* [EXERCISE GOAL]
Which lines in the records below contain the word "Đường"? Copy each one.

*** Opening of PROVIDED DATA ***

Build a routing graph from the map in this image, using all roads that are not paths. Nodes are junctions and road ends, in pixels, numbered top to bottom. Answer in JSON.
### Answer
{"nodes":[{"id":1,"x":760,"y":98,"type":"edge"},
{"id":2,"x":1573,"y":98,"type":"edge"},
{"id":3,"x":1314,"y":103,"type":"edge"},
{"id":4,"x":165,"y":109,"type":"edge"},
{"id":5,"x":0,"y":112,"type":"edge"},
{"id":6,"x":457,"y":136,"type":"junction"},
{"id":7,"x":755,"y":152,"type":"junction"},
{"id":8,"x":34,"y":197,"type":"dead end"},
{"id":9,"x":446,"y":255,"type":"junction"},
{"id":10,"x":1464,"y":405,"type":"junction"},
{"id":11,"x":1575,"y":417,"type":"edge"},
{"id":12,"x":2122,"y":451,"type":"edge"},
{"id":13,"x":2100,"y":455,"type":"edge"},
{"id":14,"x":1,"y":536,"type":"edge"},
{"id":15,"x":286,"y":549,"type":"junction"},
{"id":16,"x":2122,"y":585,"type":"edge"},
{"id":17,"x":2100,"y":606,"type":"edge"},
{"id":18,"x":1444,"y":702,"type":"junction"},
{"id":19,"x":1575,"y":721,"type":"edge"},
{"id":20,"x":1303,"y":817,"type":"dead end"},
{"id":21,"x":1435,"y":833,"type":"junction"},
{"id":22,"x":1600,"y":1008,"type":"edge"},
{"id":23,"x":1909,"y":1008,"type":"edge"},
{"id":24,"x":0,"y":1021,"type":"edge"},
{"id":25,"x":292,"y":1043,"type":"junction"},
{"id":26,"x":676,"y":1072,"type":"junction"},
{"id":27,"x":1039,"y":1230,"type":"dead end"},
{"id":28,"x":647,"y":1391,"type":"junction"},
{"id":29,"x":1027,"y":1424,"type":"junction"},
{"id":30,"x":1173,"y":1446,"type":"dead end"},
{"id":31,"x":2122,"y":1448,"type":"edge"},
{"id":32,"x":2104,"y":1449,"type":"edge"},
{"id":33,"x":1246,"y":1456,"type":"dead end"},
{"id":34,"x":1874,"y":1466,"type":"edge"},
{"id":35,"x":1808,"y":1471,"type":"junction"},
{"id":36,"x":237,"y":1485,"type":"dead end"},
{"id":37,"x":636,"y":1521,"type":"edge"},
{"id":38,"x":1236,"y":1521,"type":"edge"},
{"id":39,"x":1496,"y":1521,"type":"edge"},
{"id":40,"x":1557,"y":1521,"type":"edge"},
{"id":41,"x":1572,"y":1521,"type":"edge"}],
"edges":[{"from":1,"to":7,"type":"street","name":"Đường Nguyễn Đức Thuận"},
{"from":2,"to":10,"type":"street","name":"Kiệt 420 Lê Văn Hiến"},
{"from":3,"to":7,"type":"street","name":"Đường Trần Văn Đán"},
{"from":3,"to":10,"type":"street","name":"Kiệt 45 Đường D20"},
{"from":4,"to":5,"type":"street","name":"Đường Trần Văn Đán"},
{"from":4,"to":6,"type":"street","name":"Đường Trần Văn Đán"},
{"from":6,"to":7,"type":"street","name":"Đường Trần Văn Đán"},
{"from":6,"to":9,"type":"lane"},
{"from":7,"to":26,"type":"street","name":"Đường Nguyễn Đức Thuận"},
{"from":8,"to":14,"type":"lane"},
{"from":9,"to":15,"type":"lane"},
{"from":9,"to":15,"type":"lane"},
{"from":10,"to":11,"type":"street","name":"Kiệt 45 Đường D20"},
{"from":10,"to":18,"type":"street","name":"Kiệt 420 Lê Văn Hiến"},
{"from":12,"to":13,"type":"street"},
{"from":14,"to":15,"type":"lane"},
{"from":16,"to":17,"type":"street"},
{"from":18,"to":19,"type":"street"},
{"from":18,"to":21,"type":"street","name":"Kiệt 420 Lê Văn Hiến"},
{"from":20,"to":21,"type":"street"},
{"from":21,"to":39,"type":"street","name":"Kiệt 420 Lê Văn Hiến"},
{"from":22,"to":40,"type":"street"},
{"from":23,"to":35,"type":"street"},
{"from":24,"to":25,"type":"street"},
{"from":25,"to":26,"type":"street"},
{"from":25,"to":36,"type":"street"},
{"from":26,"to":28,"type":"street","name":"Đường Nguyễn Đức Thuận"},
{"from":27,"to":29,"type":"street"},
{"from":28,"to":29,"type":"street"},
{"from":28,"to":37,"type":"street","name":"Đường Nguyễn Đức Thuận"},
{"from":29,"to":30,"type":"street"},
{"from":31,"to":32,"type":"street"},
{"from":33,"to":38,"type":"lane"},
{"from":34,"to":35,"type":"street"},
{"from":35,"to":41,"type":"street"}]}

*** Close of PROVIDED DATA ***

* [ANSWER SECTION]
"edges":[{"from":1,"to":7,"type":"street","name":"Đường Nguyễn Đức Thuận"},
{"from":3,"to":7,"type":"street","name":"Đường Trần Văn Đán"},
{"from":3,"to":10,"type":"street","name":"Kiệt 45 Đường D20"},
{"from":4,"to":5,"type":"street","name":"Đường Trần Văn Đán"},
{"from":4,"to":6,"type":"street","name":"Đường Trần Văn Đán"},
{"from":6,"to":7,"type":"street","name":"Đường Trần Văn Đán"},
{"from":7,"to":26,"type":"street","name":"Đường Nguyễn Đức Thuận"},
{"from":10,"to":11,"type":"street","name":"Kiệt 45 Đường D20"},
{"from":26,"to":28,"type":"street","name":"Đường Nguyễn Đức Thuận"},
{"from":28,"to":37,"type":"street","name":"Đường Nguyễn Đức Thuận"},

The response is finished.